====== DATA RECORDS

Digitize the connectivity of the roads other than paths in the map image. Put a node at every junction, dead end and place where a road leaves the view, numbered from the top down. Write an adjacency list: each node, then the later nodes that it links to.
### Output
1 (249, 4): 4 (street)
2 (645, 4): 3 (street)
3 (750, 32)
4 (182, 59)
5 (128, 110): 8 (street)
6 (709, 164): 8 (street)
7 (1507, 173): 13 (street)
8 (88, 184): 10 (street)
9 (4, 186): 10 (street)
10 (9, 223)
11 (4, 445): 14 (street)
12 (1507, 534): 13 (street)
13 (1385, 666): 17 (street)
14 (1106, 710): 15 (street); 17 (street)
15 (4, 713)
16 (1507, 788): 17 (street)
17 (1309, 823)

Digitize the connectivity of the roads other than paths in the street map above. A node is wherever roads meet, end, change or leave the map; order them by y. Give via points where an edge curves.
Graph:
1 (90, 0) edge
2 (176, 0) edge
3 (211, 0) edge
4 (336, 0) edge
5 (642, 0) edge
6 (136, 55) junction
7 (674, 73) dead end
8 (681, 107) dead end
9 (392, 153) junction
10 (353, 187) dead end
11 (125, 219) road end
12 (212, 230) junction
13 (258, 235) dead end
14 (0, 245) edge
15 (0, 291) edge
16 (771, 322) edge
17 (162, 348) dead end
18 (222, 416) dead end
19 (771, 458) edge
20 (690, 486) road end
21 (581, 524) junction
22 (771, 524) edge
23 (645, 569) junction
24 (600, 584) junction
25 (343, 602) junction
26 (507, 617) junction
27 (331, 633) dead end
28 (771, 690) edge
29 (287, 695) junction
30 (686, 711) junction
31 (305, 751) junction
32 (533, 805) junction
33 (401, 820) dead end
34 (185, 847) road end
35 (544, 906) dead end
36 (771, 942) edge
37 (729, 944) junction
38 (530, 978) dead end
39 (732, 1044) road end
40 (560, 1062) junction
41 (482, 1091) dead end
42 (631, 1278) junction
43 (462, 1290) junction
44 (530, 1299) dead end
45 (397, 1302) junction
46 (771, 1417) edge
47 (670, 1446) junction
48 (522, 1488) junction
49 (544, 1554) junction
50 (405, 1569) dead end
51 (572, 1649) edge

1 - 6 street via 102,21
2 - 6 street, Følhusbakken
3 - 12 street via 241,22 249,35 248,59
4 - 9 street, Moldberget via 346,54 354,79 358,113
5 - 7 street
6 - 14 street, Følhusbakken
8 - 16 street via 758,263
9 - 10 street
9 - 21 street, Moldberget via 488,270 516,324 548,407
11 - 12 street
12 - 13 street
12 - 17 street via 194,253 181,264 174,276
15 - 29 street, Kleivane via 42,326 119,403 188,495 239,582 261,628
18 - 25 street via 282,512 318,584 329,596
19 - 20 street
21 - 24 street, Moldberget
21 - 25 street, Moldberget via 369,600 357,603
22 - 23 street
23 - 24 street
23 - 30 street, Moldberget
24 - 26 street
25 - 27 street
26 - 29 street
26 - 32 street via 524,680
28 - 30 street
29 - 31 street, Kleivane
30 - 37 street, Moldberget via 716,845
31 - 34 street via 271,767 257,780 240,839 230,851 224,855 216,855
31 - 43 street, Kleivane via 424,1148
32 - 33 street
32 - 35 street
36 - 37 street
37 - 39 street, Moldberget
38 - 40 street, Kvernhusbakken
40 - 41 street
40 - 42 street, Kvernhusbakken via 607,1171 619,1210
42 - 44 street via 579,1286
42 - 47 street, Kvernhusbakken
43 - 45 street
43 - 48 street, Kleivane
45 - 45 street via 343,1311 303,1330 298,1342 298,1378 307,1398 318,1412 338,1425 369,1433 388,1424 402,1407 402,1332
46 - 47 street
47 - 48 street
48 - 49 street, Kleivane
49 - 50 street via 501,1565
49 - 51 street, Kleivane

============

**THE PROBLEM:**
Reproduce all data above, unchanged.

**EXERCISE SOLUTION:**
Digitize the connectivity of the roads other than paths in the map image. Put a node at every junction, dead end and place where a road leaves the view, numbered from the top down. Write an adjacency list: each node, then the later nodes that it links to.
### Output
1 (249, 4): 4 (street)
2 (645, 4): 3 (street)
3 (750, 32)
4 (182, 59)
5 (128, 110): 8 (street)
6 (709, 164): 8 (street)
7 (1507, 173): 13 (street)
8 (88, 184): 10 (street)
9 (4, 186): 10 (street)
10 (9, 223)
11 (4, 445): 14 (street)
12 (1507, 534): 13 (street)
13 (1385, 666): 17 (street)
14 (1106, 710): 15 (street); 17 (street)
15 (4, 713)
16 (1507, 788): 17 (street)
17 (1309, 823)

Digitize the connectivity of the roads other than paths in the street map above. A node is wherever roads meet, end, change or leave the map; order them by y. Give via points where an edge curves.
Graph:
1 (90, 0) edge
2 (176, 0) edge
3 (211, 0) edge
4 (336, 0) edge
5 (642, 0) edge
6 (136, 55) junction
7 (674, 73) dead end
8 (681, 107) dead end
9 (392, 153) junction
10 (353, 187) dead end
11 (125, 219) road end
12 (212, 230) junction
13 (258, 235) dead end
14 (0, 245) edge
15 (0, 291) edge
16 (771, 322) edge
17 (162, 348) dead end
18 (222, 416) dead end
19 (771, 458) edge
20 (690, 486) road end
21 (581, 524) junction
22 (771, 524) edge
23 (645, 569) junction
24 (600, 584) junction
25 (343, 602) junction
26 (507, 617) junction
27 (331, 633) dead end
28 (771, 690) edge
29 (287, 695) junction
30 (686, 711) junction
31 (305, 751) junction
32 (533, 805) junction
33 (401, 820) dead end
34 (185, 847) road end
35 (544, 906) dead end
36 (771, 942) edge
37 (729, 944) junction
38 (530, 978) dead end
39 (732, 1044) road end
40 (560, 1062) junction
41 (482, 1091) dead end
42 (631, 1278) junction
43 (462, 1290) junction
44 (530, 1299) dead end
45 (397, 1302) junction
46 (771, 1417) edge
47 (670, 1446) junction
48 (522, 1488) junction
49 (544, 1554) junction
50 (405, 1569) dead end
51 (572, 1649) edge

1 - 6 street via 102,21
2 - 6 street, Følhusbakken
3 - 12 street via 241,22 249,35 248,59
4 - 9 street, Moldberget via 346,54 354,79 358,113
5 - 7 street
6 - 14 street, Følhusbakken
8 - 16 street via 758,263
9 - 10 street
9 - 21 street, Moldberget via 488,270 516,324 548,407
11 - 12 street
12 - 13 street
12 - 17 street via 194,253 181,264 174,276
15 - 29 street, Kleivane via 42,326 119,403 188,495 239,582 261,628
18 - 25 street via 282,512 318,584 329,596
19 - 20 street
21 - 24 street, Moldberget
21 - 25 street, Moldberget via 369,600 357,603
22 - 23 street
23 - 24 street
23 - 30 street, Moldberget
24 - 26 street
25 - 27 street
26 - 29 street
26 - 32 street via 524,680
28 - 30 street
29 - 31 street, Kleivane
30 - 37 street, Moldberget via 716,845
31 - 34 street via 271,767 257,780 240,839 230,851 224,855 216,855
31 - 43 street, Kleivane via 424,1148
32 - 33 street
32 - 35 street
36 - 37 street
37 - 39 street, Moldberget
38 - 40 street, Kvernhusbakken
40 - 41 street
40 - 42 street, Kvernhusbakken via 607,1171 619,1210
42 - 44 street via 579,1286
42 - 47 street, Kvernhusbakken
43 - 45 street
43 - 48 street, Kleivane
45 - 45 street via 343,1311 303,1330 298,1342 298,1378 307,1398 318,1412 338,1425 369,1433 388,1424 402,1407 402,1332
46 - 47 street
47 - 48 street
48 - 49 street, Kleivane
49 - 50 street via 501,1565
49 - 51 street, Kleivane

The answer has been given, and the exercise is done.